Von Brauchitsch: No.
Hitler: How many we have in the reserve dumps in the West?
Von Brauchitsch: No, it’s up to my staff—
Hitler: What the monthly annual production of shells is? What the projected rise in production of the next six months is, month by month?
Von Brauchitsch: Who keeps such figures in his head?
Hitler: I do! The supply is adequate. I tell you so. And I’m a field soldier who depended on artillery for four years to protect his life. [He hands von Brauchitsch a sheaf of armaments figures.] Check with your staff. if one of those figures is wrong, you can postpone Case Yellow. Otherwise—you march! And next time you come to see me, know what you’re talking about!
Von Brauchitsch: If we march unprepared as we are, defeatism will run rampant. It will destroy the Wehrmacht and the Fatherland. The morale of the army was low, even in the Polish campaign.
Hitler: You question to me—to me—the courage of the German soldier?

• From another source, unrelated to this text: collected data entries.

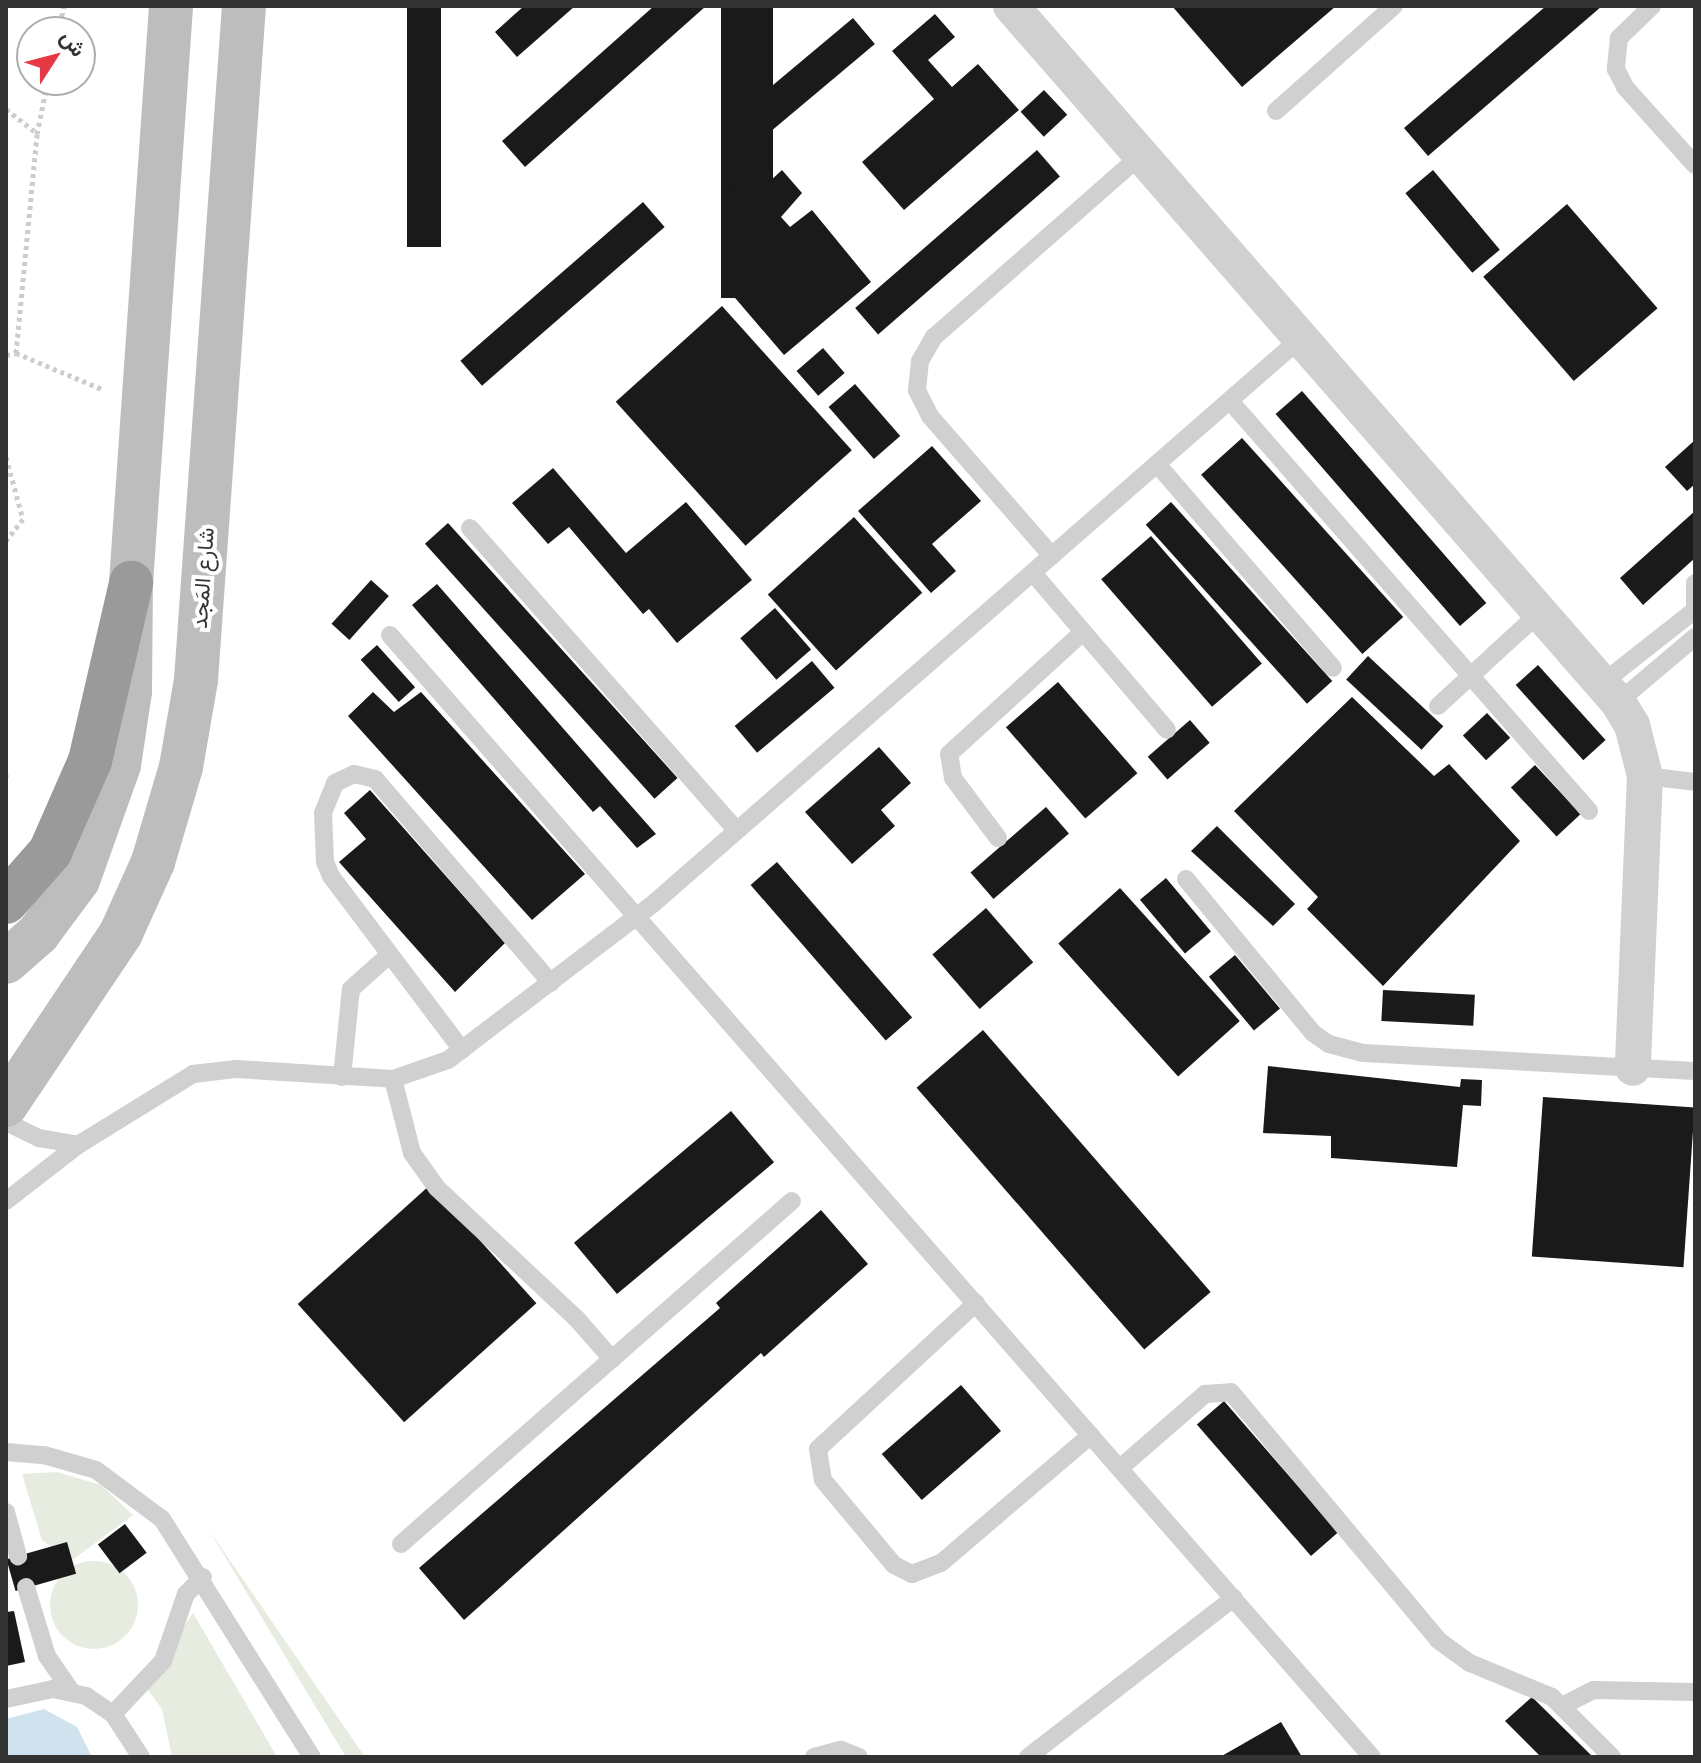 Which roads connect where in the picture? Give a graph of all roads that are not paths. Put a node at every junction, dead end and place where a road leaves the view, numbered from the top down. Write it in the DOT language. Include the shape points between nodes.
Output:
graph roads {
  1 [pos="171,6"];
  2 [pos="244,6"];
  3 [pos="1011,6"];
  4 [pos="1394,6"];
  5 [pos="1652,6"];
  6 [pos="1276,111"];
  7 [pos="1141,155"];
  8 [pos="1695,165"];
  9 [pos="1301,338"];
  10 [pos="1230,401"];
  11 [pos="1157,464"];
  12 [pos="470,528"];
  13 [pos="1052,556"];
  14 [pos="1033,573"];
  15 [pos="131,583"];
  16 [pos="1695,583"];
  17 [pos="1695,608"];
  18 [pos="1539,613"];
  19 [pos="1083,632"];
  20 [pos="390,635"];
  21 [pos="1695,637"];
  22 [pos="1333,668"];
  23 [pos="1470,676"];
  24 [pos="1610,693"];
  25 [pos="1438,706"];
  26 [pos="1167,730"];
  27 [pos="1645,776"];
  28 [pos="1695,782"];
  29 [pos="1589,811"];
  30 [pos="736,830"];
  31 [pos="998,838"];
  32 [pos="1186,879"];
  33 [pos="6,902"];
  34 [pos="637,917"];
  35 [pos="389,955"];
  36 [pos="6,962"];
  37 [pos="551,983"];
  38 [pos="462,1050"];
  39 [pos="1633,1068"];
  40 [pos="1695,1071"];
  41 [pos="342,1077"];
  42 [pos="393,1079"];
  43 [pos="6,1105"];
  44 [pos="6,1122"];
  45 [pos="78,1145"];
  46 [pos="6,1201"];
  47 [pos="792,1201"];
  48 [pos="976,1303"];
  49 [pos="612,1359"];
  50 [pos="1091,1435"];
  51 [pos="6,1452"];
  52 [pos="1120,1468"];
  53 [pos="6,1512"];
  54 [pos="401,1544"];
  55 [pos="18,1556"];
  56 [pos="203,1577"];
  57 [pos="26,1587"];
  58 [pos="1234,1598"];
  59 [pos="71,1691"];
  60 [pos="1695,1692"];
  61 [pos="6,1699"];
  62 [pos="1562,1706"];
  63 [pos="113,1714"];
  64 [pos="141,1757"];
  65 [pos="312,1757"];
  66 [pos="814,1757"];
  67 [pos="859,1757"];
  68 [pos="1028,1757"];
  69 [pos="1372,1757"];
  70 [pos="1612,1757"];
  1 -- 15 [label="street"];
  2 -- 43 [label="street, شارع المَجد" via="196,680 181,767 153,862 121,933"];
  3 -- 7 [label="street"];
  4 -- 6 [label="lane"];
  5 -- 8 [label="lane" via="1619,38 1616,69 1625,87"];
  7 -- 9 [label="street"];
  7 -- 13 [label="lane" via="934,337 920,361 917,390 930,416"];
  9 -- 10 [label="lane"];
  9 -- 18 [label="street"];
  10 -- 11 [label="lane"];
  10 -- 23 [label="lane"];
  11 -- 13 [label="lane"];
  11 -- 22 [label="lane"];
  12 -- 30 [label="lane"];
  13 -- 14 [label="lane"];
  14 -- 19 [label="lane"];
  14 -- 30 [label="lane"];
  15 -- 33 [label="highway" via="90,761 50,852"];
  15 -- 36 [label="street" via="130,691 108,803 66,899"];
  16 -- 17 [label="lane"];
  17 -- 24 [label="lane"];
  18 -- 23 [label="lane"];
  18 -- 24 [label="street"];
  19 -- 26 [label="lane"];
  19 -- 31 [label="lane" via="949,754 953,778"];
  20 -- 34 [label="lane"];
  21 -- 24 [label="lane"];
  23 -- 25 [label="lane"];
  23 -- 29 [label="lane"];
  24 -- 27 [label="street" via="1639,741"];
  27 -- 28 [label="lane"];
  27 -- 39 [label="street"];
  30 -- 34 [label="lane"];
  32 -- 39 [label="lane" via="1313,1033 1329,1044 1363,1053"];
  34 -- 37 [label="lane"];
  34 -- 48 [label="lane"];
  35 -- 37 [label="lane" via="325,862 325,801 335,783 354,774 375,779 385,788"];
  35 -- 38 [label="lane"];
  35 -- 41 [label="lane" via="358,977 351,989"];
  37 -- 38 [label="lane"];
  38 -- 42 [label="lane" via="430,1070"];
  39 -- 40 [label="lane"];
  41 -- 42 [label="lane"];
  41 -- 45 [label="lane" via="236,1069 193,1074"];
  42 -- 49 [label="lane" via="412,1153 430,1180"];
  44 -- 45 [label="lane" via="39,1138"];
  45 -- 46 [label="lane"];
  47 -- 49 [label="lane"];
  48 -- 50 [label="lane"];
  48 -- 50 [label="lane" via="818,1449 823,1480 894,1565 912,1574 941,1563"];
  49 -- 54 [label="lane"];
  50 -- 52 [label="lane"];
  51 -- 56 [label="lane" via="68,1460 120,1484 162,1519"];
  52 -- 58 [label="lane"];
  52 -- 62 [label="lane" via="1205,1394 1231,1392 1438,1640 1470,1663 1527,1683"];
  53 -- 55 [label="lane"];
  56 -- 63 [label="lane" via="186,1594 163,1661"];
  56 -- 65 [label="lane"];
  57 -- 59 [label="lane" via="41,1643"];
  58 -- 68 [label="lane"];
  58 -- 69 [label="lane"];
  59 -- 61 [label="lane" via="36,1690"];
  59 -- 63 [label="lane"];
  60 -- 62 [label="lane" via="1593,1690"];
  62 -- 70 [label="lane"];
  63 -- 64 [label="lane" via="131,1733"];
  66 -- 67 [label="lane" via="841,1750"];
}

Von Brauchitsch: I’m talking facts!
Hitler: What facts? Back up this monstrous assertion! In what units was morale low? What action was taken? How many death sentences were handed out for cowardice? Speak up! I’ll fly to the front and pass the death sentences myself. One specific instance.
Von Brauchitsch: It was common knowledge—
Hitler: Common knowledge? What is common knowledge is that army headquarters at Zossen crawls with cowards. You opposed me in rearming the Rhineland. You opposed me on the [union] with Austria. You opposed me on Czechoslovakia, until the British came crawling to me. You dirtied in your trousers, you heroes at Zossen, at the idea of marching into Poland. Well, have I once been wrong? Have you once been right? Answer me!
Von Brauchitsch: Mein Fuhrer—
Hitler: Tell everyone who signed this insubordinate Zossen rubbish to beware! I will ruthlessly crush everybody up to the rank of a Field Marshal who dares to oppose me. You don’t have to understand. You only have to obey. The German people understand me. I am Germany.
Fast forward 79 years from Adolf Hitler’s stormy confrontation with Walter von Brauchitsch to January 26, 2018.
President Donald Trump—having fired FBI Director James Comey, attacked the integrity of the American Intelligence community and tried to fire Independent Counsel Robert Mueller—can equally say: I am the destiny of America.